Some days I felt like I was squeezing the walls for what I had stored in them: the anger and terror and heartache I couldn’t face and let soak into the old thick walls of our small apartment. They were saturated, super-saturated, with the emotions I couldn’t bear for too long, and slowly, as if peeling away multiple layers of old paint, I started removing them. I only took on as much as I could handle. Some days that still wasn’t much: a few chips of fright, an ounce or two of shock, a veneer of rage. It would be a long time before I exorcised all of what I stored in our walls, and that time hasn’t come yet.

What I had to find again, under all the hard emotions of PTSD, were the things I felt I had lost, that for a while, I felt the world had lost with me: love and trust and bravery and justice and decency. Those virtues were there, too, soaked into the walls, stifled under the other layers of rage and revulsion the ugliness of the world had painted on them. They don’t come off as easily, luckily. They are, in some sense, the mortar that holds an old brownstone together, and it’s to those things that I harness my pen.

But I long for the kind of privilege that would give me permission to write what I want, and not write what’s needed. I talked with an old friend who has had two novels published well, who got the tenure-track teaching job with only his M.A., and he is yearning to give up writing because, as he put it, “I got into this to change the world.” Instead he made money. I told him about about the hundreds if not thousands of emails I get from appreciative readers. They thank me for saving their marriages, or their lives, or both. They thank me for “being out there” in a way so many others can’t. They thank me for writing the things they were thinking, and making them feel not so alone.

It is a remarkable thing to get emails like that. My faith in humanity is perhaps greater than my friend’s as a result.

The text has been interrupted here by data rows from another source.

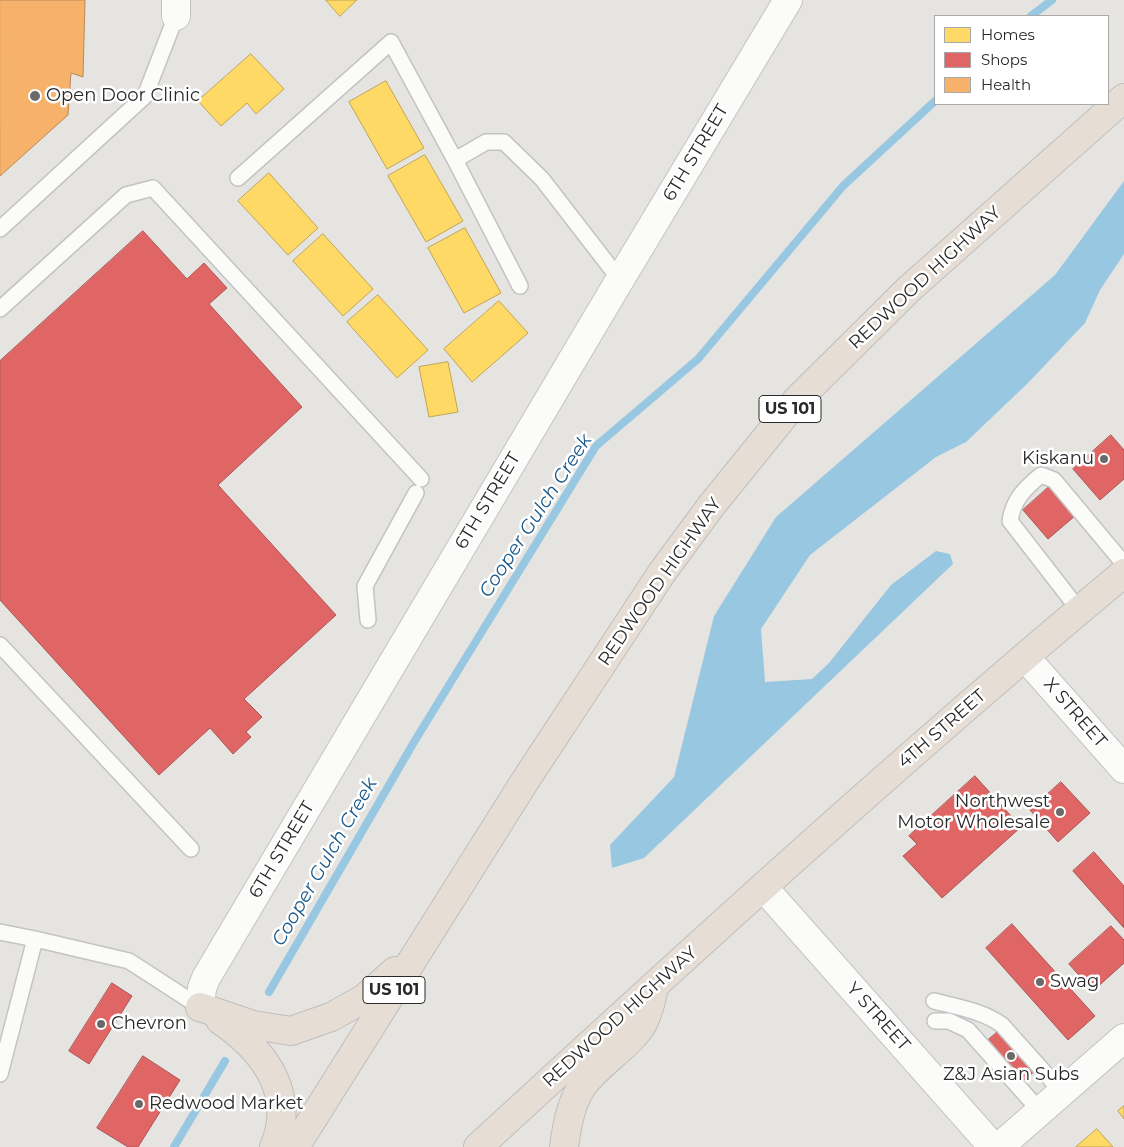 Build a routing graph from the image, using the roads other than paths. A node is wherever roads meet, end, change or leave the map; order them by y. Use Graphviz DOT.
graph roads {
  1 [pos="788,0"];
  2 [pos="176,8"];
  3 [pos="1124,98"];
  4 [pos="455,160"];
  5 [pos="238,178"];
  6 [pos="0,229"];
  7 [pos="620,280"];
  8 [pos="520,286"];
  9 [pos="0,309"];
  10 [pos="421,479"];
  11 [pos="416,494"];
  12 [pos="1124,564"];
  13 [pos="1124,573"];
  14 [pos="1079,610"];
  15 [pos="368,620"];
  16 [pos="0,645"];
  17 [pos="1025,657"];
  18 [pos="1124,769"];
  19 [pos="492,833"];
  20 [pos="191,849"];
  21 [pos="763,888"];
  22 [pos="0,932"];
  23 [pos="34,939"];
  24 [pos="654,984"];
  25 [pos="934,1001"];
  26 [pos="200,1007"];
  27 [pos="935,1021"];
  28 [pos="1124,1038"];
  29 [pos="0,1074"];
  30 [pos="1062,1092"];
  31 [pos="1040,1111"];
  32 [pos="274,1147"];
  33 [pos="295,1147"];
  34 [pos="478,1147"];
  35 [pos="564,1147"];
  36 [pos="993,1147"];
  37 [pos="999,1147"];
  1 -- 7 [label="street, 6TH STREET"];
  2 -- 6 [label="lane"];
  3 -- 19 [label="highway, REDWOOD HIGHWAY / US 101"];
  4 -- 5 [label="lane"];
  4 -- 7 [label="lane"];
  4 -- 8 [label="lane"];
  7 -- 26 [label="street, 6TH STREET"];
  9 -- 10 [label="lane"];
  11 -- 15 [label="lane"];
  12 -- 14 [label="lane"];
  13 -- 14 [label="highway, 4TH STREET"];
  14 -- 17 [label="highway, 4TH STREET"];
  16 -- 20 [label="lane"];
  17 -- 18 [label="street, X STREET"];
  17 -- 21 [label="highway, 4TH STREET"];
  19 -- 26 [label="highway"];
  19 -- 33 [label="highway, REDWOOD HIGHWAY / US 101"];
  21 -- 24 [label="highway, REDWOOD HIGHWAY"];
  21 -- 36 [label="street, Y STREET"];
  22 -- 23 [label="lane"];
  23 -- 26 [label="lane"];
  23 -- 29 [label="lane"];
  24 -- 34 [label="highway, REDWOOD HIGHWAY"];
  24 -- 35 [label="highway"];
  25 -- 30 [label="lane"];
  26 -- 32 [label="highway"];
  27 -- 31 [label="lane"];
  28 -- 30 [label="street"];
  30 -- 31 [label="street"];
  31 -- 37 [label="street"];
} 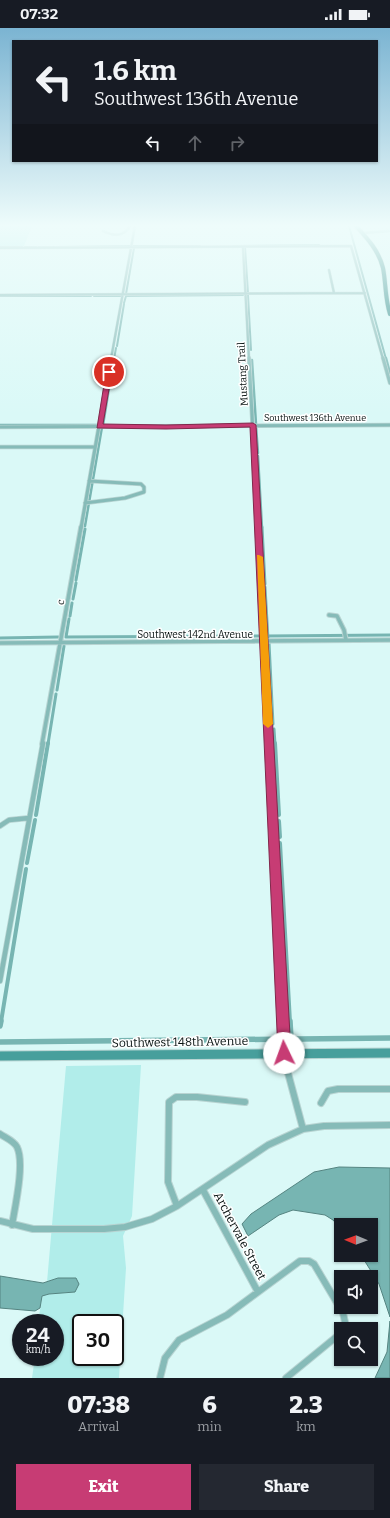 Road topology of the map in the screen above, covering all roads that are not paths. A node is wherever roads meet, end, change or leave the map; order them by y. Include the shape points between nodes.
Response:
1 (125, 289) edge
2 (245, 289) edge
3 (333, 289) edge
4 (364, 289) edge
5 (385, 289) edge
6 (334, 293) junction
7 (365, 293) junction
8 (245, 294) junction
9 (0, 295) edge
10 (124, 295) junction
11 (390, 314) edge
12 (390, 383) edge
13 (253, 425) junction
14 (390, 425) edge
15 (0, 426) edge
16 (99, 426) junction
17 (0, 447) edge
18 (95, 447) junction
19 (92, 481) junction
20 (86, 502) junction
21 (329, 615) dead end
22 (346, 640) junction
23 (390, 640) edge
24 (264, 641) junction
25 (0, 643) edge
26 (61, 643) junction
27 (29, 818) junction
28 (0, 826) edge
29 (0, 981) edge
30 (284, 1053) junction
31 (387, 1053) edge
32 (0, 1056) edge
33 (390, 1089) edge
34 (245, 1102) dead end
35 (321, 1102) dead end
36 (390, 1125) edge
37 (303, 1129) junction
38 (0, 1134) edge
39 (203, 1190) junction
40 (178, 1206) junction
41 (0, 1221) edge
42 (12, 1225) junction
43 (258, 1292) junction
44 (344, 1322) edge
45 (334, 1339) edge
46 (160, 1378) edge
47 (286, 1378) edge

1 - 10 street, c
2 - 8 street, Mustang Trail
3 - 6 street
4 - 7 street
5 - 11 main road
6 - 7 street
6 - 8 street
7 - 12 street
8 - 10 street
8 - 13 street, Mustang Trail
9 - 10 street
10 - 16 street, c
13 - 14 street, Southwest 136th Avenue
13 - 16 street, Southwest 136th Avenue
13 - 24 street, Mustang Trail
15 - 16 street, Southwest 136th Avenue
16 - 18 street, c
17 - 18 street
18 - 19 street, c
19 - 20 street, c
19 - 20 street via 141,484 144,492 131,498
20 - 26 street, c
21 - 22 street via 337,616
22 - 23 street, Southwest 142nd Avenue
22 - 24 street, Southwest 142nd Avenue
24 - 26 street, Southwest 142nd Avenue
24 - 30 street, Mustang Trail
25 - 26 street, Southwest 142nd Avenue
26 - 27 street, c
27 - 28 street via 9,820
27 - 29 street, c
30 - 31 street, Southwest 148th Avenue
30 - 32 street, Southwest 148th Avenue
30 - 37 street, Mustang Trail
33 - 35 street via 338,1089 328,1091
34 - 40 street via 176,1097 169,1102 168,1182
36 - 37 street via 324,1126
37 - 39 street via 268,1145
38 - 42 street via 12,1141 18,1149 19,1156
39 - 40 street
39 - 43 street, Archervale Street
40 - 42 street via 152,1219 124,1227 33,1229
41 - 42 street
43 - 44 street via 300,1261 309,1261 314,1264 343,1313
43 - 46 street via 227,1315 179,1340 168,1350
45 - 47 street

But every month I wonder if it’s time, at long last, to give up the work I do for others, and the writing that does others good, in order to work more, to make more money, to make enough money. But month after month I answer the question with the same ‘barbaric yawp’ of a Yes that I started with, because my writing has become not just a balm but a buttress, and now not just for me but for a lot of others.

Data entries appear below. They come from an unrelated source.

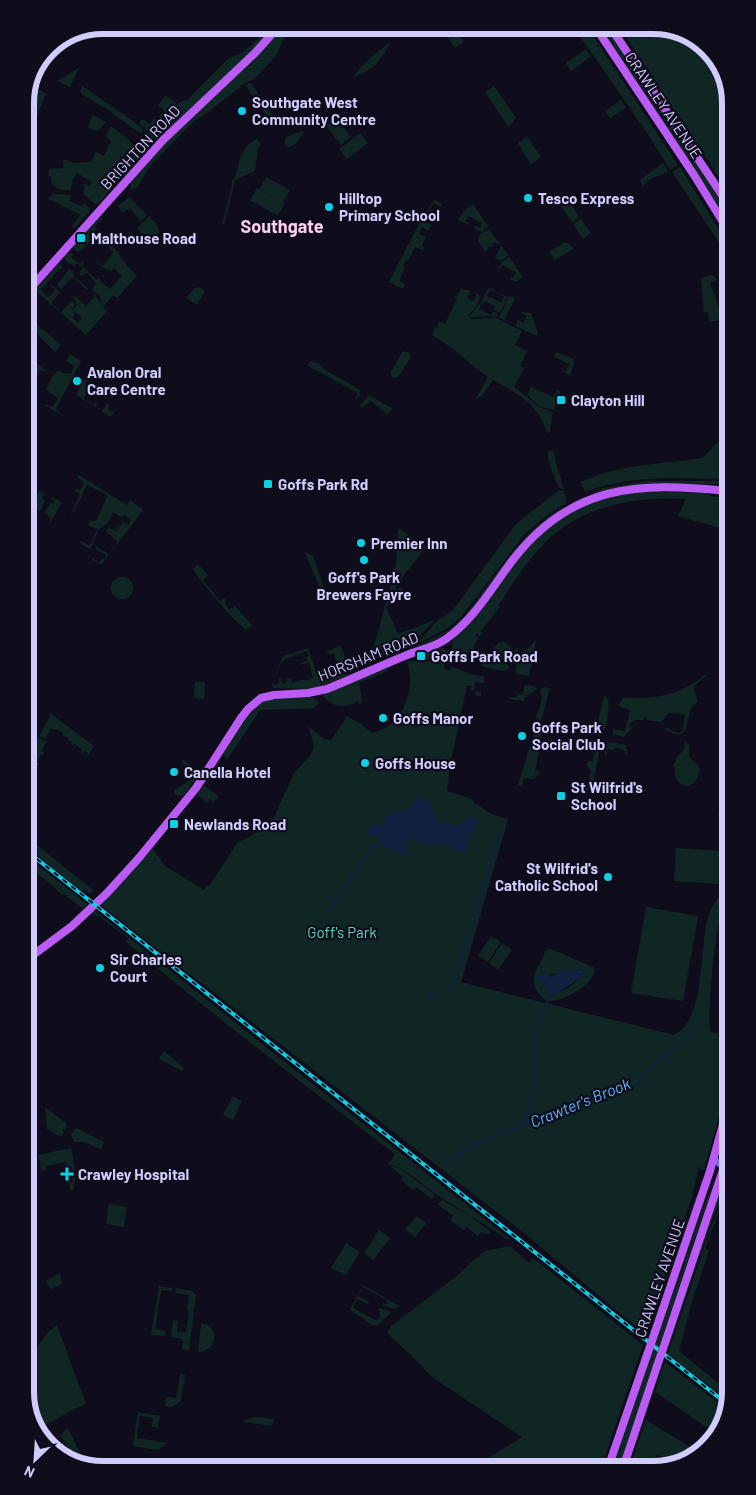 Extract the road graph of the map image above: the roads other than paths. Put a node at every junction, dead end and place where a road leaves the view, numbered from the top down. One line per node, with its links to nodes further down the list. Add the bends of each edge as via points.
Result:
1 (272, 34): 6 (main road, BRIGHTON ROAD, via 158,145)
2 (600, 34): 5 (main road, CRAWLEY AVENUE)
3 (615, 34): 4 (main road, CRAWLEY AVENUE)
4 (722, 195)
5 (722, 220)
6 (34, 284)
7 (722, 487): 8 (main road, HORSHAM ROAD)
8 (714, 489): 9 (main road, HORSHAM ROAD); 10 (main road, HORSHAM ROAD, via 629,489 604,494 580,504 558,516 528,542 472,616 444,640 327,688 261,698 248,709 196,788 138,859 72,926)
9 (722, 490)
10 (34, 954)
11 (722, 1167): 15 (main road, CRAWLEY AVENUE, bridge, via 685,1244)
12 (722, 1170): 14 (main road, CRAWLEY AVENUE)
13 (722, 1182): 14 (street)
14 (717, 1188): 16 (main road, CRAWLEY AVENUE, bridge)
15 (610, 1461)
16 (625, 1461) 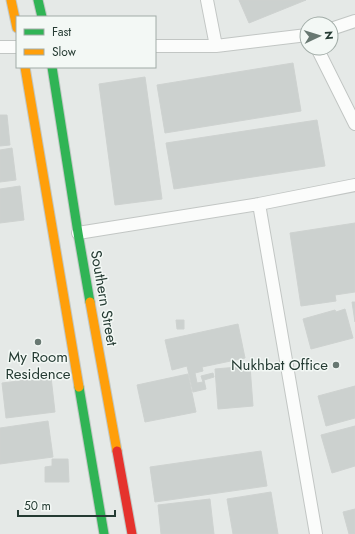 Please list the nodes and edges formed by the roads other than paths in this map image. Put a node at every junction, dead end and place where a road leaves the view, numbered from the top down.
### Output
1 (11, 0) edge
2 (38, 0) edge
3 (207, 0) edge
4 (42, 16) edge
5 (355, 21) edge
6 (16, 23) edge
7 (339, 26) edge
8 (299, 36) edge
9 (156, 46) edge
10 (216, 46) junction
11 (0, 47) edge
12 (16, 47) edge
13 (321, 56) edge
14 (25, 68) edge
15 (52, 68) edge
16 (355, 124) edge
17 (355, 185) edge
18 (259, 204) junction
19 (78, 232) junction
20 (104, 534) edge
21 (132, 534) edge
22 (316, 534) edge

1 - 6 main road
2 - 4 main road
3 - 10 street
5 - 7 street
8 - 10 street
9 - 10 street
11 - 12 street
13 - 16 street
14 - 20 main road
15 - 19 main road, Southern Street
17 - 18 street
18 - 19 street
18 - 22 street
19 - 21 main road, Southern Street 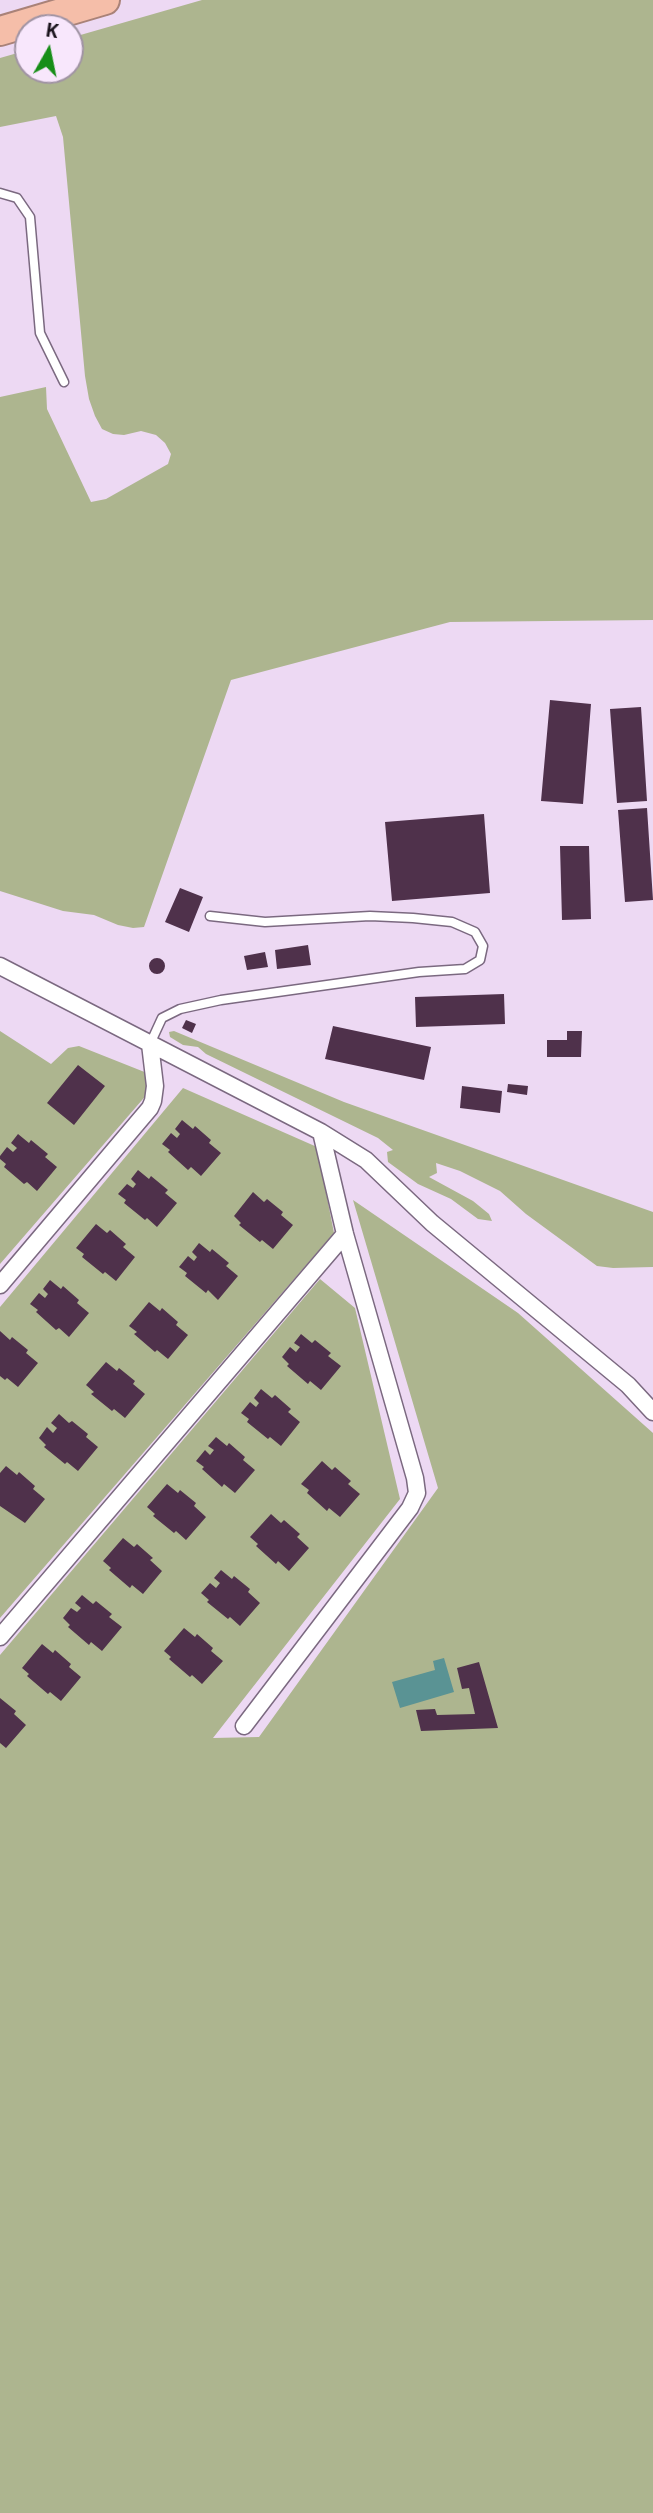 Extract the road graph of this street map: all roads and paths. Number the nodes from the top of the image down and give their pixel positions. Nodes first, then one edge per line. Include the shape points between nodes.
1 (105, 0) edge
2 (0, 31) edge
3 (0, 193) edge
4 (64, 382) dead end
5 (209, 916) dead end
6 (0, 966) edge
7 (150, 1044) junction
8 (321, 1132) junction
9 (345, 1234) junction
10 (0, 1285) edge
11 (653, 1412) edge
12 (0, 1637) edge
13 (244, 1726) dead end

1 - 2 highway
3 - 4 lane via 17,198 30,217 40,333
5 - 7 lane via 265,922 370,916 452,922 475,932 483,946 480,960 465,969 180,1009 162,1018
6 - 7 street
7 - 8 street
7 - 10 street via 155,1086 150,1108
8 - 9 street
8 - 11 street via 366,1160 432,1223 628,1385
9 - 12 street
9 - 13 street via 417,1493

I still can’t get on a plane without a lot of medication, and even so I avoid it, choosing to travel long hours by train when I’m asked to speak. I still sometimes need to get off the subway and re-teach myself how to breathe, and my heart still thumps in my chest when I hear the traffic helicopters overhead. For now, at least, I know that I’m fighting the good fight, a personal fight for love and justice and freedom, with whatever wits I’ve got.